Records from a dataset:
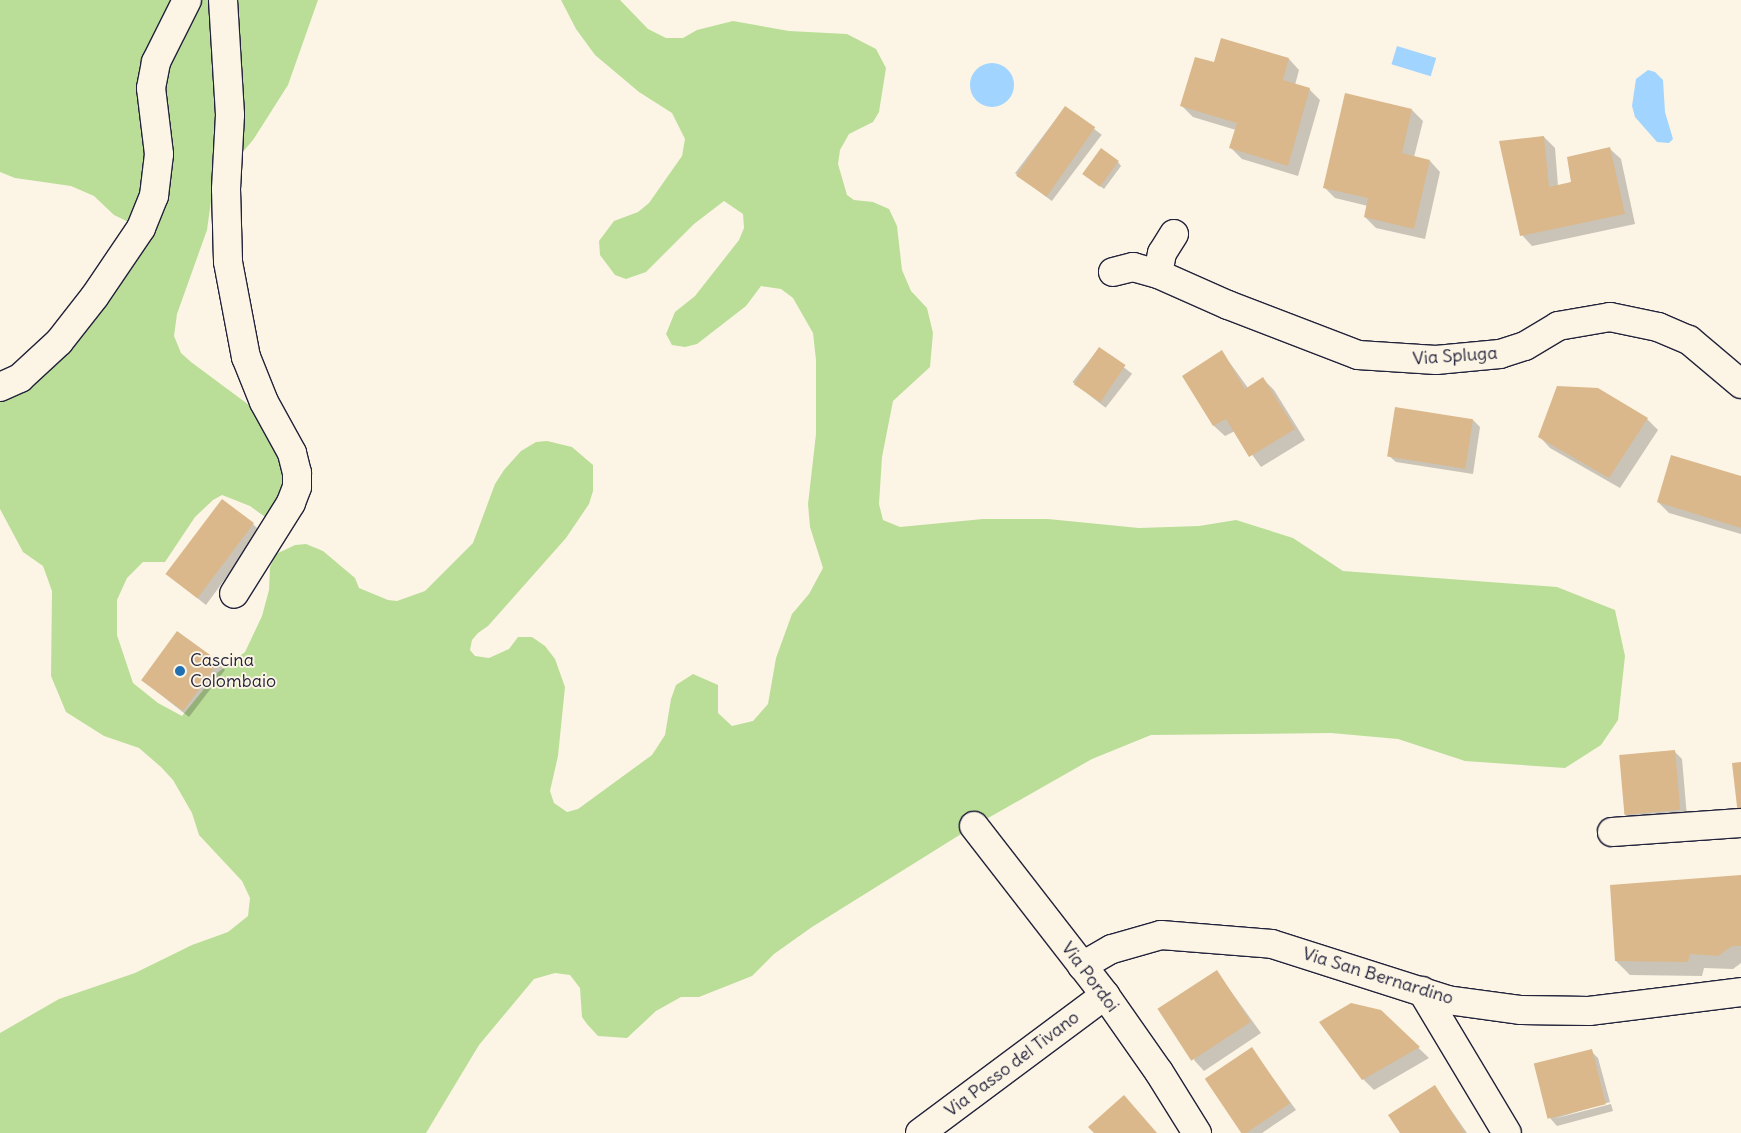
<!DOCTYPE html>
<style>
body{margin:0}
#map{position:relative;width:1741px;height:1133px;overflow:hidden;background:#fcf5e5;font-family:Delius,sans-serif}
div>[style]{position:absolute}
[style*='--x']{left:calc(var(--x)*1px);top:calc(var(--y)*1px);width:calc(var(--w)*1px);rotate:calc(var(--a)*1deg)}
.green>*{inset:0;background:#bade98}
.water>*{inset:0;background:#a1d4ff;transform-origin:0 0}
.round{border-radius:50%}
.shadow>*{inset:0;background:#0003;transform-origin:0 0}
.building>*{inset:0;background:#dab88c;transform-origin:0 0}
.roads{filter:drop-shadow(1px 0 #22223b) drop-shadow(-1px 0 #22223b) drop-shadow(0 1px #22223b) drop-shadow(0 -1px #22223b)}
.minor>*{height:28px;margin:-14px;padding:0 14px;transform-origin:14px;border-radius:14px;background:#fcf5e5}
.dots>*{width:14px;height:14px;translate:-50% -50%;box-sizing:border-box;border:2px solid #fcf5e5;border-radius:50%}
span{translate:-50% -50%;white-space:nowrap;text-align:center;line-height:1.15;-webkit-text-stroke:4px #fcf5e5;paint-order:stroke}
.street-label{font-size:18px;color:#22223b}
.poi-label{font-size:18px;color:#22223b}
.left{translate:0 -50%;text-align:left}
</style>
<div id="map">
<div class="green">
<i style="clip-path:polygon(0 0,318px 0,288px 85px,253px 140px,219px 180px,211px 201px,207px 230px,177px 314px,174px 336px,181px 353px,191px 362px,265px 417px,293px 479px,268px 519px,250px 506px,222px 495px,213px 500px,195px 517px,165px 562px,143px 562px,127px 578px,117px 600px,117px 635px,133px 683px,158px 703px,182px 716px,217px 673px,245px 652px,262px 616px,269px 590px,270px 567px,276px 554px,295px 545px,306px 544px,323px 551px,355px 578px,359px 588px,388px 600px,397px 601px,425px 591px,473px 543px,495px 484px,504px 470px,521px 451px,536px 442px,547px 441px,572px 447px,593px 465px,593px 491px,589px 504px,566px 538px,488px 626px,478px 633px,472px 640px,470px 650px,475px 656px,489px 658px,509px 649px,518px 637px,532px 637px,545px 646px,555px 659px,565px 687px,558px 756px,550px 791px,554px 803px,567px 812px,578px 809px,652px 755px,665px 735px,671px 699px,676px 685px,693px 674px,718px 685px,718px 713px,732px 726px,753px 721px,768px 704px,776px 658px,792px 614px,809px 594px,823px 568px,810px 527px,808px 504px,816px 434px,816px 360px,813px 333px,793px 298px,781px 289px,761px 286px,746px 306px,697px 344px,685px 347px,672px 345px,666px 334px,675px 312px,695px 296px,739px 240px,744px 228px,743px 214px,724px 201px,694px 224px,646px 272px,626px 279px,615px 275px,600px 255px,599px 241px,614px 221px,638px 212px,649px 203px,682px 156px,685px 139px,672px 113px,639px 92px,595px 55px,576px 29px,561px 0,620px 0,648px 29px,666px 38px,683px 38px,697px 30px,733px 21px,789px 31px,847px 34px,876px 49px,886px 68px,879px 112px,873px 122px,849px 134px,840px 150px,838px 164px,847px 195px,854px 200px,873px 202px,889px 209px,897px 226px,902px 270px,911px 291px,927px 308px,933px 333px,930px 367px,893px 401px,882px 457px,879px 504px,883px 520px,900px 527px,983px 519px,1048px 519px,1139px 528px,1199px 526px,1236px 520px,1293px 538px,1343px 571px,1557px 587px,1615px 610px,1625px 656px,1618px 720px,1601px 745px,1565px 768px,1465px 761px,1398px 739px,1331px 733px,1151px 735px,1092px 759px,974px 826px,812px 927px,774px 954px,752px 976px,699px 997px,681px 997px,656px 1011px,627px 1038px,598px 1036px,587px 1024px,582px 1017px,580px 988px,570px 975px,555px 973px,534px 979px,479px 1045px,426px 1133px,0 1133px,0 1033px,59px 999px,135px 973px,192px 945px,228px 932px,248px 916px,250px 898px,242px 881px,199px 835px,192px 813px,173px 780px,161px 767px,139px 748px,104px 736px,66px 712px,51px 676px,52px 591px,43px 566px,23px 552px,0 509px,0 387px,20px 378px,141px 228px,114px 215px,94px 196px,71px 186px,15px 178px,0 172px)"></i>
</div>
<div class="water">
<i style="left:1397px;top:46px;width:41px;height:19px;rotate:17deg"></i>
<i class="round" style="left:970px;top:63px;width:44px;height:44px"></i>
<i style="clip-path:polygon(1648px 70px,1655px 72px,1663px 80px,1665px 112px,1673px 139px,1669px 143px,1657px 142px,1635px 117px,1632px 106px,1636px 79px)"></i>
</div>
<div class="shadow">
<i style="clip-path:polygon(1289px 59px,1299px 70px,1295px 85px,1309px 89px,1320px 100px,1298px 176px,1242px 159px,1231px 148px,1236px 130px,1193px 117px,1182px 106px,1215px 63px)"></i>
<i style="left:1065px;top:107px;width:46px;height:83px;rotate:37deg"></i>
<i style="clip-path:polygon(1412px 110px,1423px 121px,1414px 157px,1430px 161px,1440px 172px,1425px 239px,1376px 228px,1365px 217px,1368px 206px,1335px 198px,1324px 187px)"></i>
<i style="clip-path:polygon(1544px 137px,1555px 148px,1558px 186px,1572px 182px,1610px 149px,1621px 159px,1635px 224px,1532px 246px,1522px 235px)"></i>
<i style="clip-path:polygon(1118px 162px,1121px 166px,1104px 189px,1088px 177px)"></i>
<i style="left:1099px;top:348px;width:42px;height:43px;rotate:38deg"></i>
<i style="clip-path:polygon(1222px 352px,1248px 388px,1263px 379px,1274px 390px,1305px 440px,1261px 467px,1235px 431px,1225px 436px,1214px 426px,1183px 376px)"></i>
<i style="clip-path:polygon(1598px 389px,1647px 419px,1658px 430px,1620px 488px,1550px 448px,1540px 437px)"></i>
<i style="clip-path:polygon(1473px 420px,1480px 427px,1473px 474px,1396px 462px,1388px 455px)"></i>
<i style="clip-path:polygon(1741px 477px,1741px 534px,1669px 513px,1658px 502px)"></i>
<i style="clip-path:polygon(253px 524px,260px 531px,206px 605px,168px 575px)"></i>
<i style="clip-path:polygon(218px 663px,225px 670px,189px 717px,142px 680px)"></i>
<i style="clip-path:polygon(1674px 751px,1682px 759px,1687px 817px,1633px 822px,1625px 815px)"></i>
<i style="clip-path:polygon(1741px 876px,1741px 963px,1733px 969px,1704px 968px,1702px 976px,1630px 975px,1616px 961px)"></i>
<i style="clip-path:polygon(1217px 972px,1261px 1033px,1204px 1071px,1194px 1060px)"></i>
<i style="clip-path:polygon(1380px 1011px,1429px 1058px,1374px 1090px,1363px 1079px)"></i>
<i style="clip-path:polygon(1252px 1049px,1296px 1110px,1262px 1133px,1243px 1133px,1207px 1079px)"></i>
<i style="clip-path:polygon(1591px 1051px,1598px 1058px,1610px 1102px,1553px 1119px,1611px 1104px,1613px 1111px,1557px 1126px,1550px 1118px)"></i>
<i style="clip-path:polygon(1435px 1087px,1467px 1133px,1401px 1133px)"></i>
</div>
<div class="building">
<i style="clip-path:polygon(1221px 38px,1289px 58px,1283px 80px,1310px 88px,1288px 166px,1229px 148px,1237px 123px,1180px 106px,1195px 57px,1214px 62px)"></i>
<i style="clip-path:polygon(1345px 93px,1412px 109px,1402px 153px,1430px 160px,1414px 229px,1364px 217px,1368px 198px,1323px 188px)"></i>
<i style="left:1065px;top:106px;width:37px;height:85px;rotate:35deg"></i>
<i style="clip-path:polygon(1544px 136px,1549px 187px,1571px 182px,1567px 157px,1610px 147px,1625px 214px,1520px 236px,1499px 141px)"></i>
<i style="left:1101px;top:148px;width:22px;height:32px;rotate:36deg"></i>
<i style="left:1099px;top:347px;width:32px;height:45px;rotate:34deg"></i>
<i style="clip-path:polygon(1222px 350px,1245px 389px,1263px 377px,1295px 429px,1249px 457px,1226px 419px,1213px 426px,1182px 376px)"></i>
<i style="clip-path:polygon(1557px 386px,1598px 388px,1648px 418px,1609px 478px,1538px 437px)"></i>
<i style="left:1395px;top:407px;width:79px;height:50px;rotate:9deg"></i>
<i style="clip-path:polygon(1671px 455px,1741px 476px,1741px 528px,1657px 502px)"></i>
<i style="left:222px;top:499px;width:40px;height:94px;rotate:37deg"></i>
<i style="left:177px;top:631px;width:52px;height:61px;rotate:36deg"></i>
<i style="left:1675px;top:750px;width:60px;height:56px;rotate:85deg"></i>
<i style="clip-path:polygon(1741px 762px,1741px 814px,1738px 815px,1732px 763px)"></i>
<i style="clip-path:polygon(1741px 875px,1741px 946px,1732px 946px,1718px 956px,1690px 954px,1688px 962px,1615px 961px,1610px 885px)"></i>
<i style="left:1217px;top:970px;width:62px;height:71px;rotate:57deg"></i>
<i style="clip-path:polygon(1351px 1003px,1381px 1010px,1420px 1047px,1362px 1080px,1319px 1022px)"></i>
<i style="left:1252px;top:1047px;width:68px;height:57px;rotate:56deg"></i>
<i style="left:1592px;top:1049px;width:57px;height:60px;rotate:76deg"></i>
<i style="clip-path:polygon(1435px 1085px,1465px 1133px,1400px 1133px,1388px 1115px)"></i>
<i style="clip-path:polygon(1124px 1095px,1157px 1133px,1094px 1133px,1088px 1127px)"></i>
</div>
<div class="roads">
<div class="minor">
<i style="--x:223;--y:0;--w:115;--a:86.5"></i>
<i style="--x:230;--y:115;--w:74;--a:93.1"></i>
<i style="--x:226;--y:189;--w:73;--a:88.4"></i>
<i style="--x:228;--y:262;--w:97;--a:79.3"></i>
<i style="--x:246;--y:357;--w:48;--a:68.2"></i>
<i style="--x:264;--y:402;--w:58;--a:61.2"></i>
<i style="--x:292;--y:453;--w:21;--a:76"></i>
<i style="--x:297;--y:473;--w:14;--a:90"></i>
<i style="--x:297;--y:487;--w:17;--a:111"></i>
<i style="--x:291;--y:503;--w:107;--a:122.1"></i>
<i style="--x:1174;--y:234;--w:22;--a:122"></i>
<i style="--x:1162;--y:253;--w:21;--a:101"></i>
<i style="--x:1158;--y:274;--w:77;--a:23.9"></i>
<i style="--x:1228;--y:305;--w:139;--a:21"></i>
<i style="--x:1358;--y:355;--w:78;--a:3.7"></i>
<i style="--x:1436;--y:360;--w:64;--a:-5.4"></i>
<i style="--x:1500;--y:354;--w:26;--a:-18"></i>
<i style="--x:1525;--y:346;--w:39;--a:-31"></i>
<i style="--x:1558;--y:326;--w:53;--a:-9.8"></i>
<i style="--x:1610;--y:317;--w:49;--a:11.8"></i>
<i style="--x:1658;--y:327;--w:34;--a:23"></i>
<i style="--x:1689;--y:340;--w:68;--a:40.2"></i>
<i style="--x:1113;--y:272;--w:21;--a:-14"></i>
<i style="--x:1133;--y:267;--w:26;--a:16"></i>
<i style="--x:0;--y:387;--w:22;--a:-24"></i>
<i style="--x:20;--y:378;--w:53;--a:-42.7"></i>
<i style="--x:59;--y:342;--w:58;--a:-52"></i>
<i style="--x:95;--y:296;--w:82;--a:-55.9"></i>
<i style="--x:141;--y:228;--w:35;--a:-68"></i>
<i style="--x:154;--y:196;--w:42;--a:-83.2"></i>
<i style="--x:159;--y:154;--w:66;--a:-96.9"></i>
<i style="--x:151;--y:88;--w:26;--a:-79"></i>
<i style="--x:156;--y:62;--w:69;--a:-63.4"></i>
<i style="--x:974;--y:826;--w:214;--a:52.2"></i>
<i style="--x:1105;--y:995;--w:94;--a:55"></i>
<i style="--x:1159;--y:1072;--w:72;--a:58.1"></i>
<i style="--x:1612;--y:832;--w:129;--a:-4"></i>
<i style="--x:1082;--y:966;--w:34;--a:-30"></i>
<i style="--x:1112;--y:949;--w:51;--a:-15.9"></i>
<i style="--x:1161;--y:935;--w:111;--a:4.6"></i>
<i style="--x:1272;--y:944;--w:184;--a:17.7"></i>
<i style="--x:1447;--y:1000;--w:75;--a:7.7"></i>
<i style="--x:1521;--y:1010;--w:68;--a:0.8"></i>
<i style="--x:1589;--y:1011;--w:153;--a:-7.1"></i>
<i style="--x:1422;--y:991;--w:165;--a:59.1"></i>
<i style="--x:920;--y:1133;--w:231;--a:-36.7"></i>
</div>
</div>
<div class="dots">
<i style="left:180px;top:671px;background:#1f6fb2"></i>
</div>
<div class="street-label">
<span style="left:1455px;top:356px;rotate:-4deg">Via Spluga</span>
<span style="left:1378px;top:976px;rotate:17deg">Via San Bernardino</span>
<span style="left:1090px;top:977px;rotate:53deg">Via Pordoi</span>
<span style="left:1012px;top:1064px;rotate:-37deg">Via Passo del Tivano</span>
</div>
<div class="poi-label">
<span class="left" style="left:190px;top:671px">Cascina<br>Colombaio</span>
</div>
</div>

**WHAT YOU HAVE TO DO:** Search the records line by line for the word "position" and copy every line where it appears.

**FINAL ANSWER:**
#map{position:relative;width:1741px;height:1133px;overflow:hidden;background:#fcf5e5;font-family:Delius,sans-serif}
div>[style]{position:absolute}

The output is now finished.